In the C major trio, Beethoven parodies rigid counterpoint exercises. Shortly before, he had put together two exercise books for his student Archduke Rudolf, shortly before his flight from Napoleon's troops, "Materialien zum Thoroughbass" and "Materialien zum Counterpunkt".

=== IV. Allegretto con variazioni ===
The scherzo leads directly into the fourth movement, a set of six ornamental variations on an Allegretto theme in E♭ major.
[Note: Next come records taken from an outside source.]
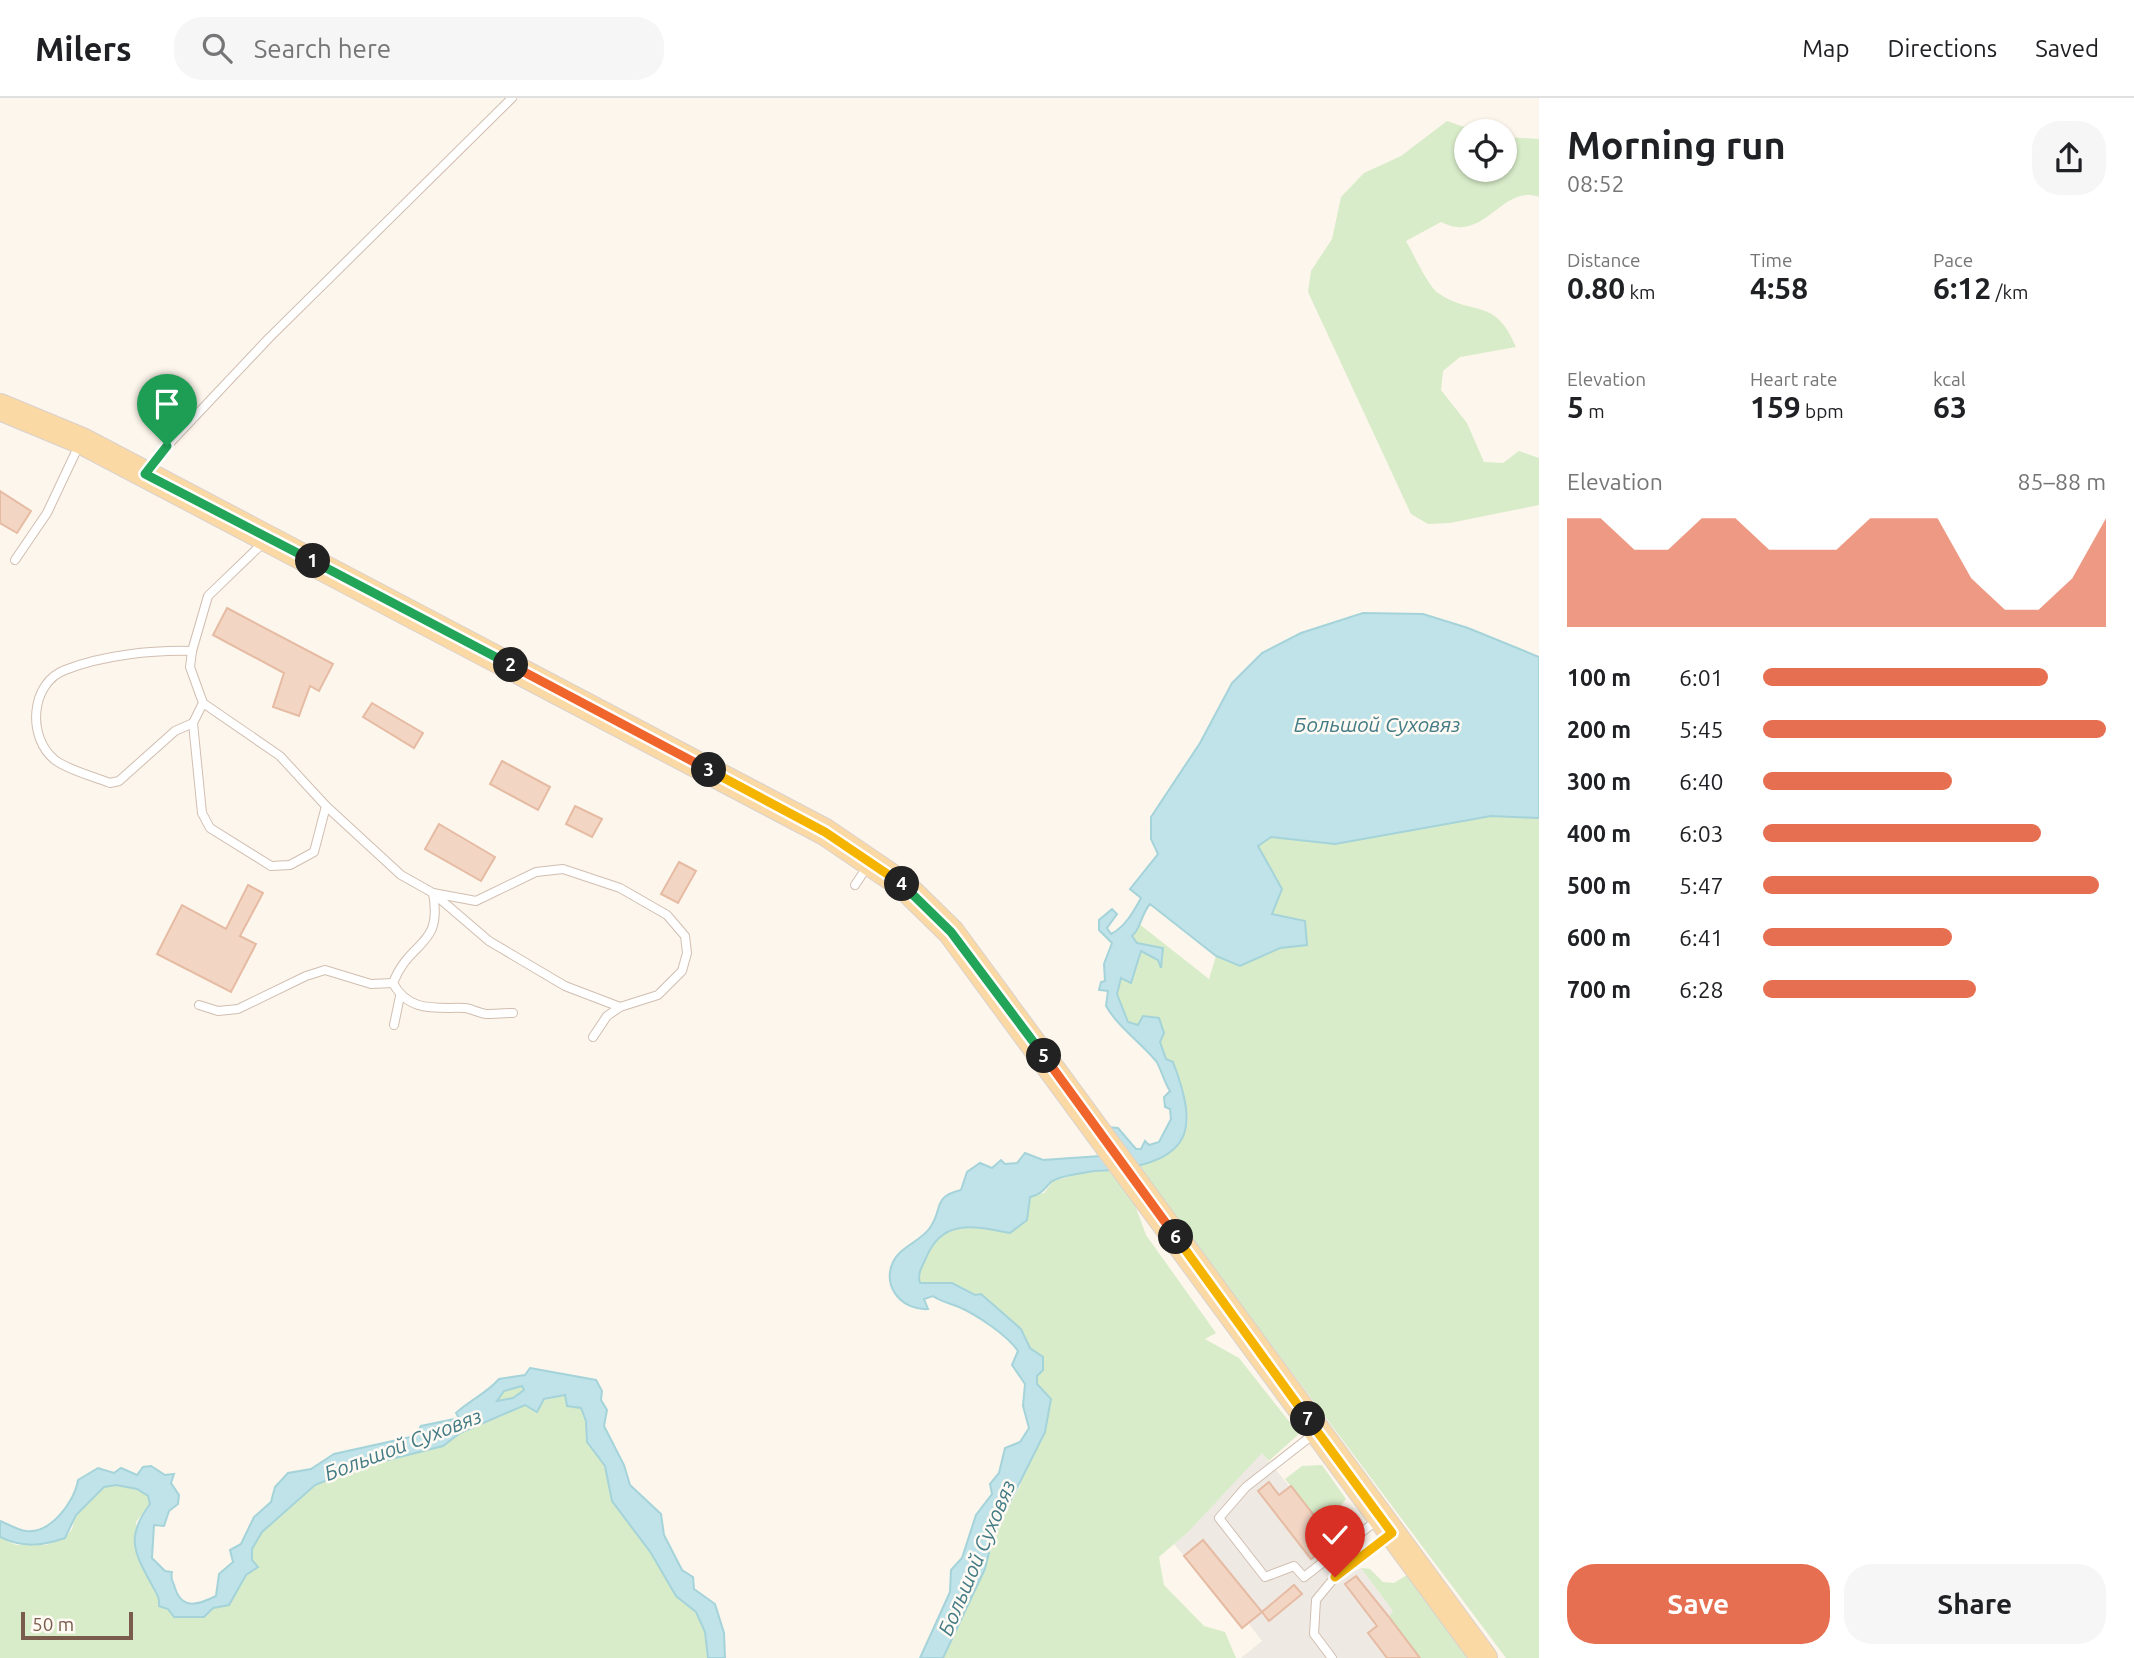 <!DOCTYPE html>
<html lang="en">
<head>
<meta charset="utf-8">
<style>
  :root { --surface:#fff; --page:#f6f6f6; --text:#202124; --muted:#757577; --line:#e0e0e0; --accent:#e76f51 }
  body { margin:0; font-family:Ubuntu,sans-serif; background:var(--page); color:var(--text); height:100vh; display:flex; flex-direction:column; font-size:26px; white-space:nowrap }
  * { box-sizing:border-box; margin:0 }
  p { font-size:23px; color:var(--muted) }
  .icon { flex:none; width:38px; height:38px; fill:none; stroke:currentColor; stroke-width:2; stroke-linecap:round; stroke-linejoin:round }
  .map { position:relative; flex:1; overflow:hidden }
  .drawer { display:flex; flex-direction:column; background:var(--surface); width:595px }
  .drawer>* { flex:none }
  .fabs { position:absolute; left:1454px; top:21px; display:grid; gap:14px }
  .fabs a { display:grid; place-items:center; width:63px; height:63px; border-radius:50%; background:var(--surface); box-shadow:0 2px 5px #0004; font-size:35px }
  .scale { position:absolute; left:21px; bottom:18px; width:112px; box-sizing:border-box; padding-left:7px; border:4px solid #7a5c4d; border-top:0; font-size:19px; line-height:24px; white-space:nowrap; color:#7a5c4d; -webkit-text-stroke:5px #fffaf3; paint-order:stroke }
  .pin { position:absolute; display:grid; place-items:center; width:60px; height:60px; color:#fff; margin:-72px -30px; border-radius:50% 50% 50% 0; rotate:-45deg; box-shadow:0 0 7px #0007 }
  .pin .icon { rotate:45deg }
  .km { position:absolute; width:35px; height:35px; margin:-18px; border-radius:50%; background:#222; color:#fff; font-size:19px; line-height:35px; text-align:center }
  .round { display:grid; place-items:center; flex:none; width:74px; height:74px; border-radius:28px; background:var(--page) }
  .summary { display:flex; align-items:center; justify-content:space-between; height:119px; padding:0 28px }
  h1 { font-size:38px; font-weight:700; line-height:52px }
  .metrics { display:grid; grid-template-columns:repeat(3,1fr); gap:10px; height:119px; padding:7px 28px }
  .metrics div { display:grid; align-content:center }
  .metrics b { font-size:30px; font-weight:700 }
  .metrics small { font-size:19px; font-weight:400 }
  .metrics p { font-size:19px }
  .chart { height:196px; padding:14px 28px }
  .chart p { display:flex; justify-content:space-between }
  .chart svg { width:100%; height:126px; margin-top:7px; fill:var(--accent); opacity:.7 }
  .action { display:flex; gap:14px; margin-top:auto; padding:14px 28px }
  .action a { flex:1; height:80px; border-radius:28px; background:var(--accent); color:#fff; font-size:28px; font-weight:700; line-height:80px; text-align:center }
  .action a+a { background:var(--page); color:var(--text) }
  ul { padding:0 28px; list-style:none; font-size:23px }
  li { display:grid; grid-template-columns:112px 84px 1fr; align-items:center; height:52px }
  li i { height:18px; border-radius:9px; background:var(--accent) }
  header { display:flex; align-items:center; gap:42px; box-sizing:border-box; height:98px; padding:0 35px; background:var(--surface); border-bottom:2px solid var(--line) }
  header strong { font-size:33px }
  nav { display:flex; gap:38px; margin-inline-start:auto; font-size:24px }
  .search { width:490px; height:63px; background:var(--page); display:flex; align-items:center; gap:18px; box-sizing:border-box; padding:0 24px; border-radius:28px; color:var(--muted); font-size:26px }
  main { display:flex; flex:1; min-height:0 }
  .map>svg:first-child { display:block }
  .industrial { fill:#efe9e4 }
  .green { fill:#d8ecc9 }
  .water { fill:#bfe3e8; stroke:#a5d3da; stroke-width:2; fill-rule:evenodd }
  .building { fill:#f3d5c3; stroke:#e6bba3; stroke-width:2 }
  .lines { fill:none; stroke-linecap:round; stroke-linejoin:round }
  .service-casing { stroke:#d1beb0; stroke-width:10 }
  .primary-casing { stroke:#dad1cd; stroke-width:28 }
  .service { stroke:#fff; stroke-width:8 }
  .primary { stroke:#fbd9a5; stroke-width:26 }
  .split-1-casing { stroke:#fff; stroke-width:14 }
  .split-2-casing { stroke:#fff; stroke-width:14 }
  .split-3-casing { stroke:#fff; stroke-width:14 }
  .split-4-casing { stroke:#fff; stroke-width:14 }
  .split-5-casing { stroke:#fff; stroke-width:14 }
  .split-6-casing { stroke:#fff; stroke-width:14 }
  .split-7-casing { stroke:#fff; stroke-width:14 }
  .split-8-casing { stroke:#fff; stroke-width:14 }
  .split-1 { stroke:#22a559; stroke-width:9 }
  .split-2 { stroke:#22a559; stroke-width:9 }
  .split-3 { stroke:#f0652b; stroke-width:9 }
  .split-4 { stroke:#f5b400; stroke-width:9 }
  .split-5 { stroke:#22a559; stroke-width:9 }
  .split-6 { stroke:#f0652b; stroke-width:9 }
  .split-7 { stroke:#f5b400; stroke-width:9 }
  .split-8 { stroke:#f5b400; stroke-width:9 }
  .labels { text-anchor:middle; stroke-width:5; stroke-linejoin:round; paint-order:stroke }
  .water-label { font-size:21px; font-style:italic; fill:#437c86; stroke:#fffaf3 }
</style>
</head>
<body>
<header>
<strong>Milers</strong>
<div class="search"><svg class="icon" aria-label="search" viewBox="0 0 24 24"><circle cx="10" cy="10" r="6"/><path d="M15 15l6 6"/></svg>Search here</div>
<nav><a>Map</a><a>Directions</a><a>Saved</a></nav>
</header>
<main>
<div class="map">
<svg width="1539" height="1560" viewBox="0 0 1539 1560">
  <rect width="100%" height="100%" fill="#fdf6ec"/>
  <path class="industrial" d="M1262,1355L1334,1443L1353,1474L1361,1470L1393,1513L1390,1519L1420,1560H1241L1262,1543L1248,1525L1242,1530L1174,1446Z"/>
  <g class="green">
    <path d="M1447,23L1476,33H1466V72H1505V39L1539,41V99C1507,87 1488,133 1457,129C1452,129 1446,126 1441,124L1406,143C1413,155 1428,188 1438,195C1473,219 1495,198 1516,249L1460,259L1443,273L1441,292L1467,325L1484,364L1503,365L1519,353L1539,360V407L1450,425L1428,426L1411,416L1308,194L1311,173L1332,141L1341,99L1364,75L1401,58Z"/>
    <path d="M1491,718L1539,720V1560H1506L1137,1068C1201,1048 1194,1019 1173,965L1166,961L1160,943L1164,935L1128,924L1117,896L1121,879L1131,885L1141,853L1159,862L1160,868L1163,850L1137,845L1132,838L1138,825L1209,881L1216,858L1240,868L1280,850L1307,847L1271,816L1282,791L1258,748L1271,739L1335,746Z"/>
    <path d="M1090,1073H1112L1135,1107L1146,1137L1216,1235L1205,1241L1239,1260L1299,1336L1269,1363L1262,1355L1188,1434L1159,1459L1164,1487L1204,1528L1225,1534L1236,1560H943L985,1471L993,1438L1020,1388L1037,1286L1030,1250L1021,1231L981,1196L975,1197L952,1185L920,1186L918,1179C941,1123 952,1123 1010,1135L1030,1099L1044,1095L1053,1083Z"/>
    <path d="M522,1288L524,1292L513,1300L496,1303L504,1293Z"/>
    <path d="M565,1297L581,1310L586,1323L587,1344L605,1368L612,1403L651,1455L676,1498L696,1514L705,1534L708,1560H0V1439L16,1447H46L65,1440L72,1431L76,1417L104,1389L116,1387L137,1391L148,1398L150,1406L136,1424L141,1468L174,1519H204L213,1510L229,1507L246,1477L252,1451L262,1434L315,1387L360,1369L443,1348L460,1335L526,1307Z"/>
    <path d="M1322,1367L1346,1401L1323,1429L1285,1381L1302,1368Z"/>
    <path d="M1361,1470L1370,1471L1383,1484L1394,1485L1407,1477L1470,1560H1420L1389,1519L1393,1513Z"/>
  </g>
  <g class="water">
    <path d="M1363,515L1423,516L1468,530L1539,559V720L1491,718L1335,746L1271,739L1258,748L1282,791L1272,816L1305,823L1307,847L1280,850L1240,868L1216,858L1150,806C1141,816 1141,831 1132,838L1137,845L1163,850L1161,870L1158,862L1141,853L1131,885L1121,880L1117,896L1128,924L1138,927L1143,918L1159,920L1164,935L1160,944L1166,961L1173,964C1199,1032 1192,1061 1115,1072C1106,1073 1097,1072 1088,1074C1078,1076 1059,1078 1051,1084C1043,1092 1042,1096 1030,1099L1027,1122L1010,1135C974,1128 942,1120 926,1160C922,1169 917,1176 920,1185H952L975,1197L981,1196L1021,1231L1030,1250L1043,1259V1272L1037,1278V1286L1051,1301L1045,1334L993,1438L985,1471L943,1560H920L950,1494L951,1472L962,1460L976,1417L992,1396L990,1386L999,1375L1005,1350L1020,1344L1029,1330L1023,1308L1025,1286L1012,1267L1018,1253C1007,1237 977,1217 959,1209C950,1205 941,1204 933,1198L924,1201L928,1211C904,1213 881,1190 893,1164C900,1149 919,1144 929,1131C944,1112 931,1099 961,1092L967,1074L980,1065L992,1070L1001,1062L1005,1066L1017,1065L1025,1055L1043,1062L1100,1058L1108,1029L1118,1030L1136,1051H1141L1145,1043L1149,1047L1159,1044L1171,1021L1170,1011L1165,1009L1164,999L1170,993C1164,984 1160,968 1156,963C1139,943 1119,930 1106,908L1108,893L1099,892L1101,884L1105,883L1104,866L1112,845L1099,832V822L1112,811L1117,816L1107,830L1111,836C1125,829 1134,813 1141,800L1130,791L1158,756L1151,741V719L1200,645L1232,585L1262,555L1301,535Z"/>
    <path d="M530,1270L596,1282L602,1293L601,1302L607,1312L604,1328L624,1367L630,1387L661,1416L664,1437L682,1472L693,1479L694,1491L715,1506L724,1535L725,1560H708L705,1534L696,1514L676,1498L651,1455L612,1403L605,1368L587,1344L586,1323L581,1310L567,1308L565,1297L544,1301L537,1314L525,1307L460,1335L443,1348L360,1369L315,1387L262,1434L252,1451V1462L258,1469L246,1477L229,1507L213,1510L204,1519H174L168,1511L159,1508C160,1499 156,1495 152,1487C133,1453 126,1438 150,1406L148,1398L137,1391L116,1387L104,1389L76,1417L65,1440C42,1448 22,1450 0,1439V1423C8,1426 18,1432 26,1433C51,1436 75,1403 78,1382L98,1370L114,1375L121,1370L137,1377L143,1369L151,1368L165,1377L174,1376L171,1385L179,1397L178,1406L169,1413L164,1428L154,1427L152,1460L165,1473L172,1474C170,1482 173,1482 175,1490C182,1512 198,1507 216,1498L219,1476L233,1464L230,1452L241,1446L254,1419L271,1404L275,1389L288,1375L311,1371L334,1356L415,1338L421,1328L459,1320L456,1315C471,1301 486,1296 499,1281L525,1277ZM522,1288L524,1292L513,1300L497,1303L504,1293Z"/>
  </g>
  <g class="building">
    <path d="M0,393L31,413L17,435L0,425Z"/>
    <path d="M227,510L333,566L319,593L310,588L299,618L273,609L284,575L213,537Z"/>
    <path d="M372,605L423,635L414,650L363,619Z"/>
    <path d="M502,663L550,689L538,712L490,686Z"/>
    <path d="M575,708L602,721L592,739L566,726Z"/>
    <path d="M439,726L495,759L481,783L425,751Z"/>
    <path d="M679,764L696,773L678,805L661,796Z"/>
    <path d="M248,787L263,795L240,838L256,846L231,894L157,856L182,807L226,831Z"/>
    <path d="M1269,1384L1279,1397L1291,1388L1334,1443L1311,1461L1258,1393Z"/>
    <path d="M1203,1442L1262,1514L1242,1530L1184,1458Z"/>
    <path d="M1356,1478L1389,1519L1420,1560H1387L1368,1535L1377,1528L1345,1486Z"/>
    <path d="M1294,1487L1302,1496L1269,1523L1262,1514Z"/>
  </g>
  <g class="lines">
    <defs>
      <g id="service">
        <path d="M148,373L167,348L269,240L512,0"/>
        <path d="M264,444L208,498L192,553L190,569L203,605L280,658L326,708L401,777L433,795L489,843L565,888L620,909"/>
        <path d="M15,462L47,415L80,345"/>
        <path d="M192,553C152,552 103,557 65,572C30,585 27,640 55,662C70,673 93,678 110,685L119,683L175,633L193,625"/>
        <path d="M203,605L193,625L202,715L210,730L271,768L290,767L314,754L326,708"/>
        <path d="M855,787L867,769"/>
        <path d="M199,907L218,913L238,911L306,878L325,872L371,886L393,885"/>
        <path d="M513,915C504,915 495,916 486,916C478,915 473,911 465,910C436,909 409,915 393,885C410,841 443,850 433,795L476,803L536,774L563,771L620,790L667,817L685,838L687,855L682,873L658,897L620,909L607,918L593,939"/>
        <path d="M394,927L400,898"/>
        <path d="M1315,1335L1246,1389L1219,1420L1265,1479L1294,1468L1304,1479L1376,1423"/>
        <path d="M1332,1560L1314,1536L1316,1502L1335,1479L1388,1438"/>
      </g>
      <path id="primary" d="M0,309L82,343L825,734L903,787L951,834L1484,1560"/>
    </defs>
    <use href="#service" class="service-casing"/>
    <use href="#primary" class="primary-casing"/>
    <use href="#service" class="service"/>
    <use href="#primary" class="primary"/>
  </g>
  <g class="lines">
    <defs>
      <path id="split-1" d="M167,348L145,376L313,463"/>
      <path id="split-2" d="M313,463L511,567"/>
      <path id="split-3" d="M511,567L709,672"/>
      <path id="split-4" d="M709,672L825,734L902,786"/>
      <path id="split-5" d="M902,786L951,834L1044,958"/>
      <path id="split-6" d="M1044,958L1176,1139"/>
      <path id="split-7" d="M1176,1139L1308,1321"/>
      <path id="split-8" d="M1308,1321L1392,1435L1335,1479"/>
    </defs>
    <use href="#split-1" class="split-1-casing"/>
    <use href="#split-2" class="split-2-casing"/>
    <use href="#split-3" class="split-3-casing"/>
    <use href="#split-4" class="split-4-casing"/>
    <use href="#split-5" class="split-5-casing"/>
    <use href="#split-6" class="split-6-casing"/>
    <use href="#split-7" class="split-7-casing"/>
    <use href="#split-8" class="split-8-casing"/>
    <use href="#split-1" class="split-1"/>
    <use href="#split-2" class="split-2"/>
    <use href="#split-3" class="split-3"/>
    <use href="#split-4" class="split-4"/>
    <use href="#split-5" class="split-5"/>
    <use href="#split-6" class="split-6"/>
    <use href="#split-7" class="split-7"/>
    <use href="#split-8" class="split-8"/>
  </g>
  <g class="labels">
    <g class="water-label">
      <text x="1377" y="634">Большой Суховяз</text>
      <text transform="translate(403 1347) rotate(-21)" y="7">Большой Суховяз</text>
      <text transform="translate(977 1460) rotate(-67)" y="7">Большой Суховяз</text>
    </g>
  </g>
</svg>
<div class="fabs">
<a><svg class="icon" aria-label="locate" viewBox="0 0 24 24"><circle cx="12" cy="12" r="6"/><path d="M12 2v4M12 18v4M2 12h4M18 12h4"/></svg></a>
</div>
<div class="scale">50 m</div>
<div class="pin" style="left:167px;top:348px;background:#1e9e55"><svg class="icon" aria-label="arrive" viewBox="0 0 24 24"><path d="M6 21V4h12l-3 4 3 4H6"/></svg></div>
<div class="pin" style="left:1335px;top:1479px;background:#d93025"><svg class="icon" aria-label="check" viewBox="0 0 24 24"><path d="M5 12l5 5 9-10"/></svg></div>
<b class="km" style="left:313px;top:463px">1</b>
<b class="km" style="left:511px;top:567px">2</b>
<b class="km" style="left:709px;top:672px">3</b>
<b class="km" style="left:902px;top:786px">4</b>
<b class="km" style="left:1044px;top:958px">5</b>
<b class="km" style="left:1176px;top:1139px">6</b>
<b class="km" style="left:1308px;top:1321px">7</b>
</div>
<section class="drawer">
<div class="summary"><div><h1>Morning run</h1><p>08:52</p></div><a class="round"><svg class="icon" aria-label="share" viewBox="0 0 24 24"><path d="M12 15V3M7 8l5-5 5 5M5 13v7h14v-7"/></svg></a></div>
<div class="metrics">
<div><p>Distance</p><b>0.80<small> km</small></b></div>
<div><p>Time</p><b>4:58</b></div>
<div><p>Pace</p><b>6:12<small> /km</small></b></div>
</div>
<div class="metrics">
<div><p>Elevation</p><b>5<small> m</small></b></div>
<div><p>Heart rate</p><b>159<small> bpm</small></b></div>
<div><p>kcal</p><b>63</b></div>
</div>
<div class="chart"><p><span>Elevation</span>85–88 m</p>
<svg viewBox="0 0 160 44" preserveAspectRatio="none"><path d="M0 44V6L10 6L20 17L30 17L40 6L50 6L60 17L70 17L80 17L90 6L100 6L110 6L120 27L130 38L140 38L150 27L160 6V44z"/></svg>
</div>
<ul>
<li><b>100 m</b>6:01<i style="width:83%"></i></li>
<li><b>200 m</b>5:45<i style="width:100%"></i></li>
<li><b>300 m</b>6:40<i style="width:55%"></i></li>
<li><b>400 m</b>6:03<i style="width:81%"></i></li>
<li><b>500 m</b>5:47<i style="width:98%"></i></li>
<li><b>600 m</b>6:41<i style="width:55%"></i></li>
<li><b>700 m</b>6:28<i style="width:62%"></i></li>
</ul>
<div class="action"><a>Save</a><a>Share</a></div>
</section>
</main>
</body>
</html>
While all instruments are involved in the first and fourth variations, the second variation is determined by the viola, the third by the second violin and cello, the fifth by the first violin, and finally the sixth variation by the cello. The coda is dominated by triplet pedal-points. The coda ends in an allegro stretta in which all instruments participate in a unison accelerando.

== Analysis ==
The first movement, of about ten minutes duration, is an example of Beethoven's management of musical tension. The short adagio introduction (24 bars long) is not tightly thematically integrated with the rest of the movement; it serves a similar function to the introduzione of the first movement of Op 59, No 3. The main motifs of the allegro are the lyrical melody appearing several bars from the beginning, and the pizzicato arpeggios played by two instruments accompanied by repeating quavers played by the other two. At first, these two themes appear thematically and rhythmically unrelated. In the last fifty bars the themes are played simultaneously, beneath a frenetic violin part, to generate the climax of the movement.

The Harp Quartet parallels many facets of the Fifth Symphony. The heroic quality pervading Beethoven's middle period is heard extensively in the first movement. Both the Fifth Symphony and Harp Quartet have intense scherzi. The fourth movement of the Harp Quartet follows a traditional theme and variations form. The Classical style of the fourth movement juxtaposed against the heroic nature of the first movement creates difficulties when contextualizing this piece in Beethoven's stylistic trajectory.